Stored data entries:

________________

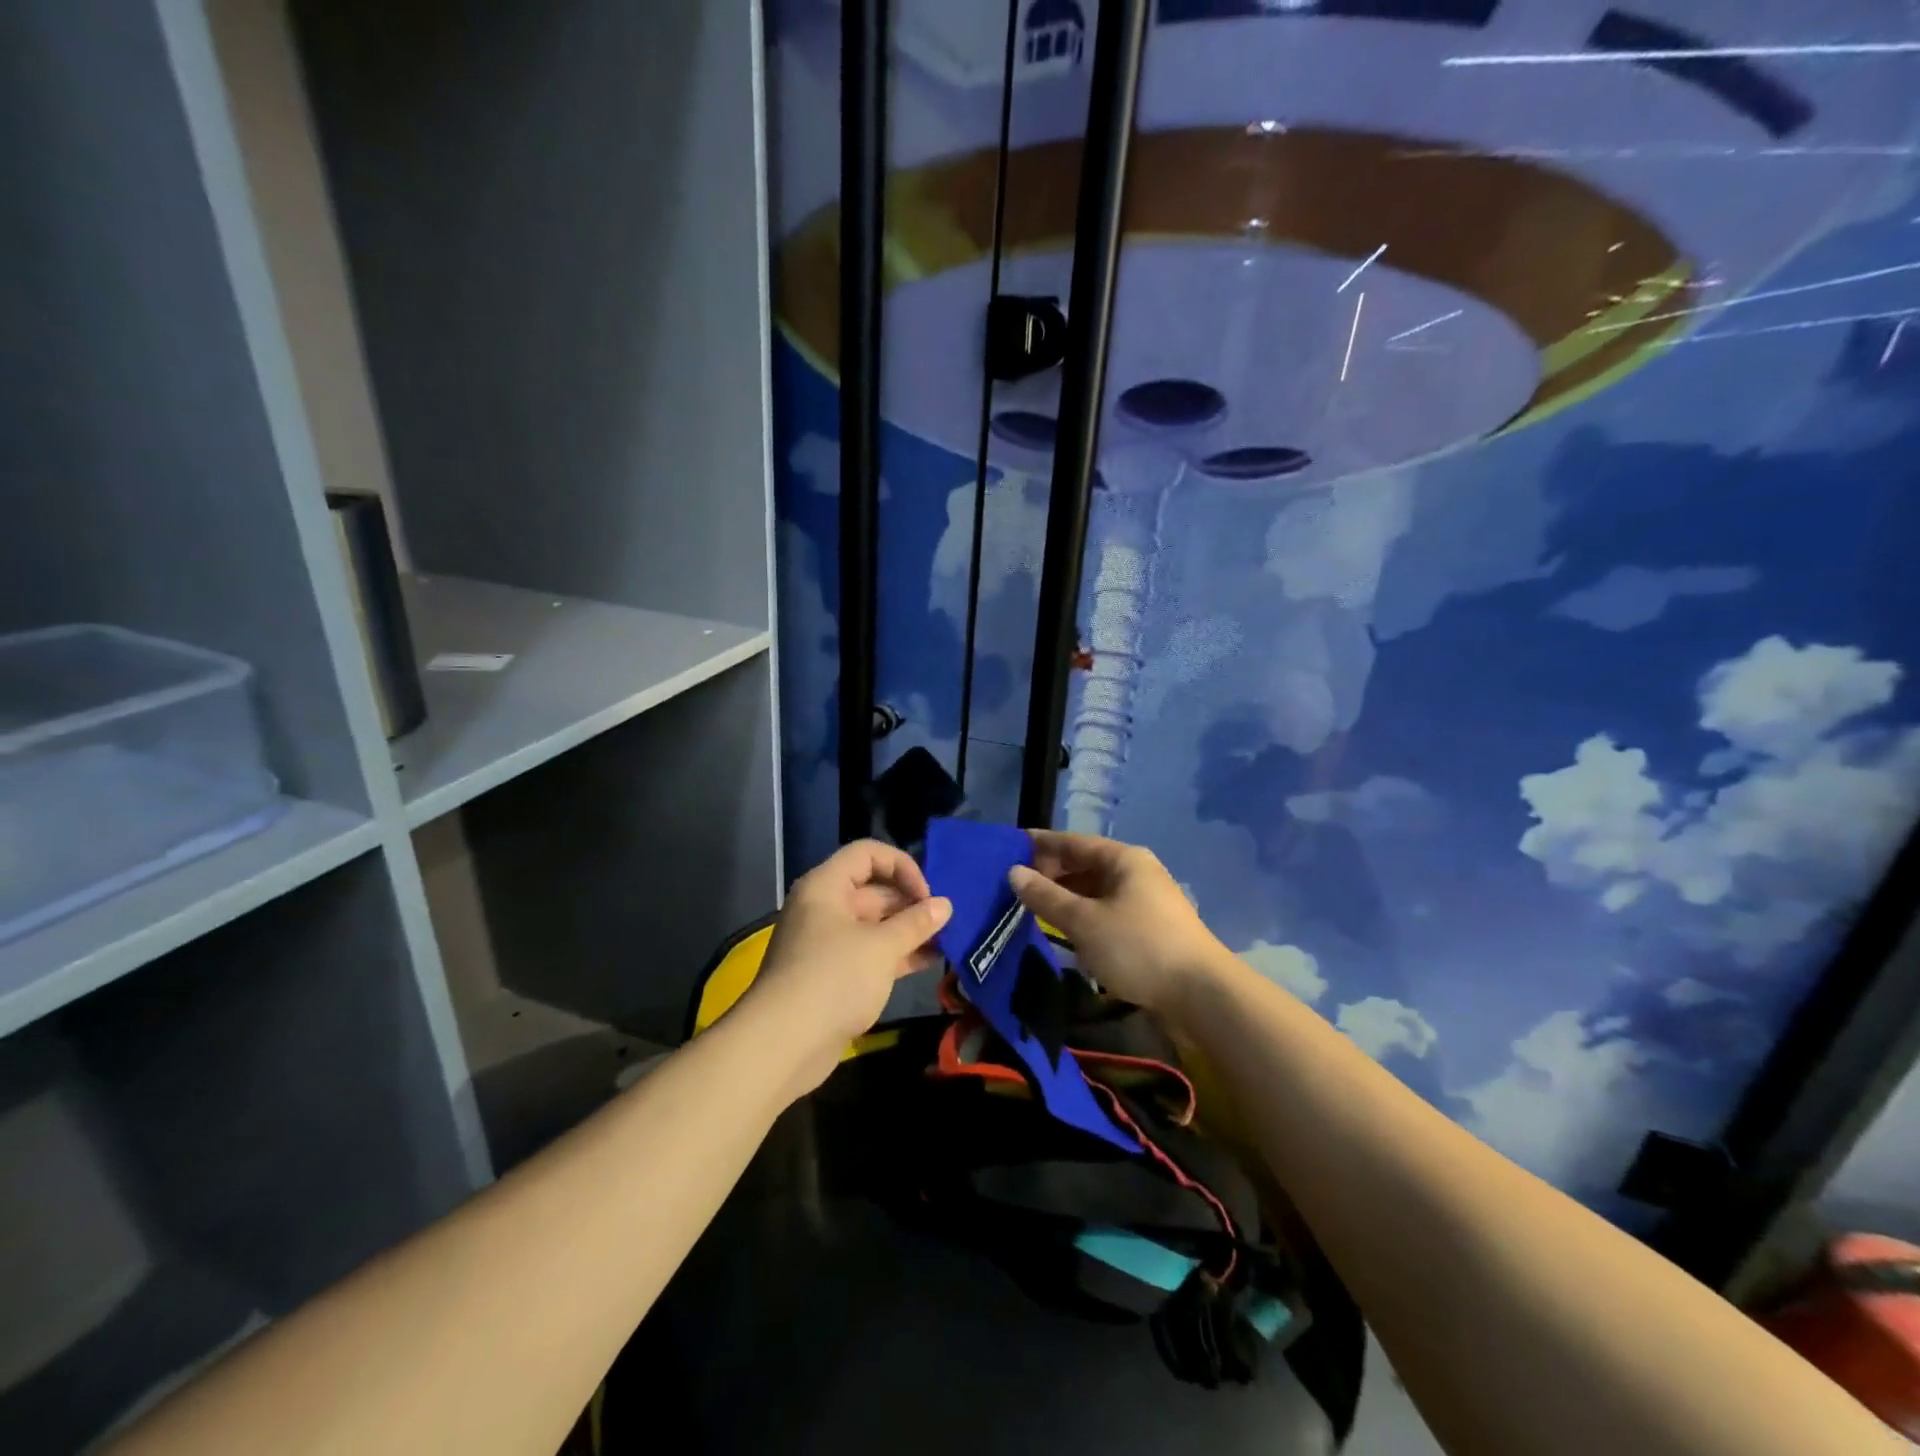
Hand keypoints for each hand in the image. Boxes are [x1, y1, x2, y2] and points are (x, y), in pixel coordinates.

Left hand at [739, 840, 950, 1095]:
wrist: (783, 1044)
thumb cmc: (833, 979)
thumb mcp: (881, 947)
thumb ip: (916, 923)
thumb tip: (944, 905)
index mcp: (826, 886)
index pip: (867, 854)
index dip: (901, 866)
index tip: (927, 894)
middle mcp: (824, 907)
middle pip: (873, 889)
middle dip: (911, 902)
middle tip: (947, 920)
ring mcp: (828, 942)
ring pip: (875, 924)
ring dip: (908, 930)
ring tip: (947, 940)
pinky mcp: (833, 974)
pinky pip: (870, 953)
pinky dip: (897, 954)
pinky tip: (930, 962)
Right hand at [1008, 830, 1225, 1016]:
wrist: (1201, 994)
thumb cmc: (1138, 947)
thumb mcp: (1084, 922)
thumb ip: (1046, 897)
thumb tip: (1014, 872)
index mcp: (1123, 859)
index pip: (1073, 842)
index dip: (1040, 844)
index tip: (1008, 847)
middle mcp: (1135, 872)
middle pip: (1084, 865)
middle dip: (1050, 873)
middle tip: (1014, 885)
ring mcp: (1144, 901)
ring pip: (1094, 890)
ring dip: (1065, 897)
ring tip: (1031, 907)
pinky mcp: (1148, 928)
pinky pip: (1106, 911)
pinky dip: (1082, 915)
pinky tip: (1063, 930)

________________

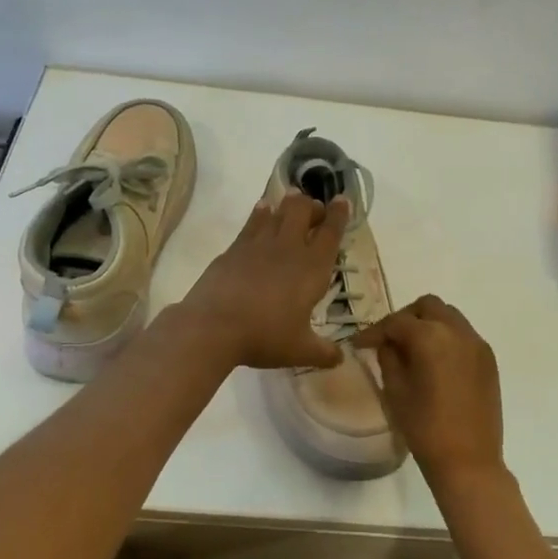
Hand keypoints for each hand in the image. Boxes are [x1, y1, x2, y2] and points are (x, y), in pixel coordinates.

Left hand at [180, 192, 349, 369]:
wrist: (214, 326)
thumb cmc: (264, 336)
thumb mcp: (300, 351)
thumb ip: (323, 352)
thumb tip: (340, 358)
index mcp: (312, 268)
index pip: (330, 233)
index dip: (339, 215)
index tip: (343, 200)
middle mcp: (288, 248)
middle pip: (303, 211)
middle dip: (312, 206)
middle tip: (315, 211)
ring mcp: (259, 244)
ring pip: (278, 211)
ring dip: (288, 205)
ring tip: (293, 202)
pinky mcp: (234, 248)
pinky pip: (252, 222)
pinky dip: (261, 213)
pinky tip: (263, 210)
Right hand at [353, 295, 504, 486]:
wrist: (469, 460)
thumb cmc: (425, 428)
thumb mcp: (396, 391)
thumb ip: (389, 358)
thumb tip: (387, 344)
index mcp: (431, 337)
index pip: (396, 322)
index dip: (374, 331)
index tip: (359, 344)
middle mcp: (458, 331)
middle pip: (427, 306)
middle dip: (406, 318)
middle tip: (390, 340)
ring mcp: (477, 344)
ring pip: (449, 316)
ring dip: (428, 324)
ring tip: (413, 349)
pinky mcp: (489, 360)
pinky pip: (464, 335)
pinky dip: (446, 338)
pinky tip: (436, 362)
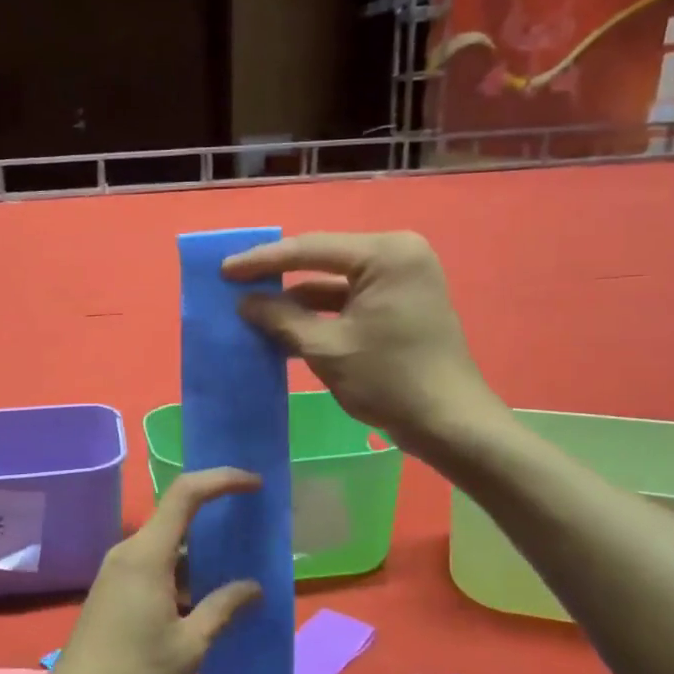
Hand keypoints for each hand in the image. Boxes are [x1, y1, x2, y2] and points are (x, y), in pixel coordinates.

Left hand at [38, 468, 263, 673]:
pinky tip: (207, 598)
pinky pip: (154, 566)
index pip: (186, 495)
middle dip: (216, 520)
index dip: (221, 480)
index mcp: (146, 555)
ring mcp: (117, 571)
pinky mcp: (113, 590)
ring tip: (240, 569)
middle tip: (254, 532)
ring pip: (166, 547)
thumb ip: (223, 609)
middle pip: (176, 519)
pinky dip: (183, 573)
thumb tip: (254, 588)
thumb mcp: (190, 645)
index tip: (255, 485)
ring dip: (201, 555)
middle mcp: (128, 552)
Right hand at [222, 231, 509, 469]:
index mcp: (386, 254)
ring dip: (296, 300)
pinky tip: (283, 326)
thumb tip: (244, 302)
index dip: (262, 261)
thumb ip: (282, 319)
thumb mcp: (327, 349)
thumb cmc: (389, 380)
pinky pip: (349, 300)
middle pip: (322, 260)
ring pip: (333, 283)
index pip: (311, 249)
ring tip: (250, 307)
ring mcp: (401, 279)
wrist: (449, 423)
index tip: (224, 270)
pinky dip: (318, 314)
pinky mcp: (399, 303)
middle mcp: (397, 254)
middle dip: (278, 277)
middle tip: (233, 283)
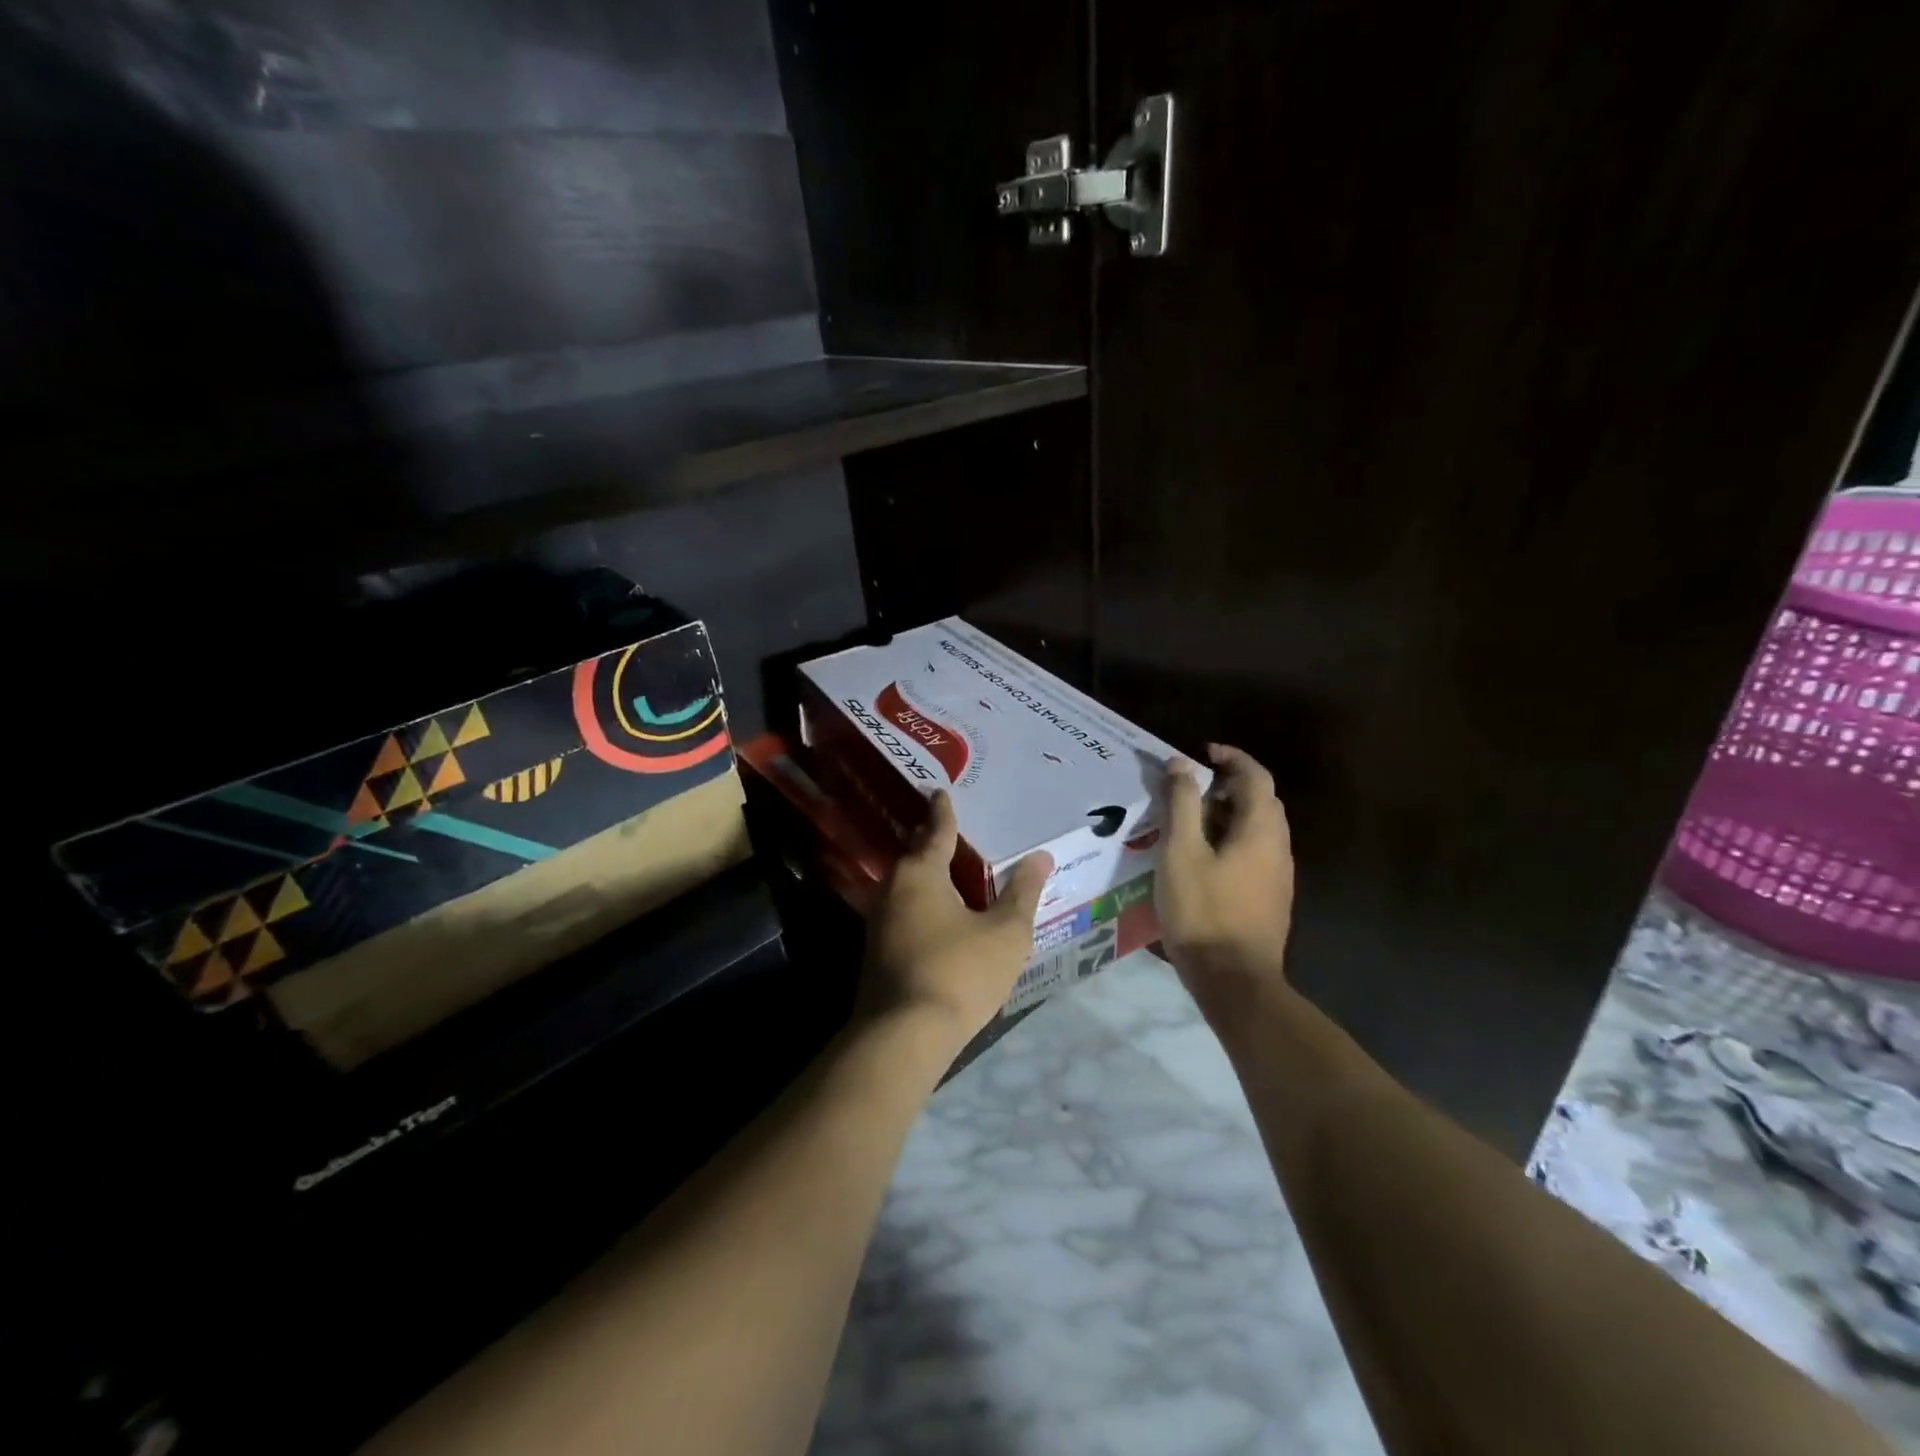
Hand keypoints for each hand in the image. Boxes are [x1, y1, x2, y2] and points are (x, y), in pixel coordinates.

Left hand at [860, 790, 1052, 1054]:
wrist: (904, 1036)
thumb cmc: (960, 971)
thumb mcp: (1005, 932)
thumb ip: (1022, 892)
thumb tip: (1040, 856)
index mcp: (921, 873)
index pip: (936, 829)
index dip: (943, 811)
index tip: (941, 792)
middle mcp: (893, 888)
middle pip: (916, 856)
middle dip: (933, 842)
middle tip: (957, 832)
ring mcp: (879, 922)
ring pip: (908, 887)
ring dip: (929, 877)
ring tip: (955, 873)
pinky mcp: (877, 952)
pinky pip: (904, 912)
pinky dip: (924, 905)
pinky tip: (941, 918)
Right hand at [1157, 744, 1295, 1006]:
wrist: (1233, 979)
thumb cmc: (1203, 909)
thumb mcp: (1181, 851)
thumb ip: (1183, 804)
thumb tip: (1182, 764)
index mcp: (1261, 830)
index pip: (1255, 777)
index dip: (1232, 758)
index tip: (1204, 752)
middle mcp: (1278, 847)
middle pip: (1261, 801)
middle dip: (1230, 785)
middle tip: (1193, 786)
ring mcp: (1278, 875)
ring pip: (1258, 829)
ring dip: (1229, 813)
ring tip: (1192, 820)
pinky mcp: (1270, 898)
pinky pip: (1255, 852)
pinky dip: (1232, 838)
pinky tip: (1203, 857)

________________

The answer is to be one number: the count of lines in the entries containing the string "Left".

4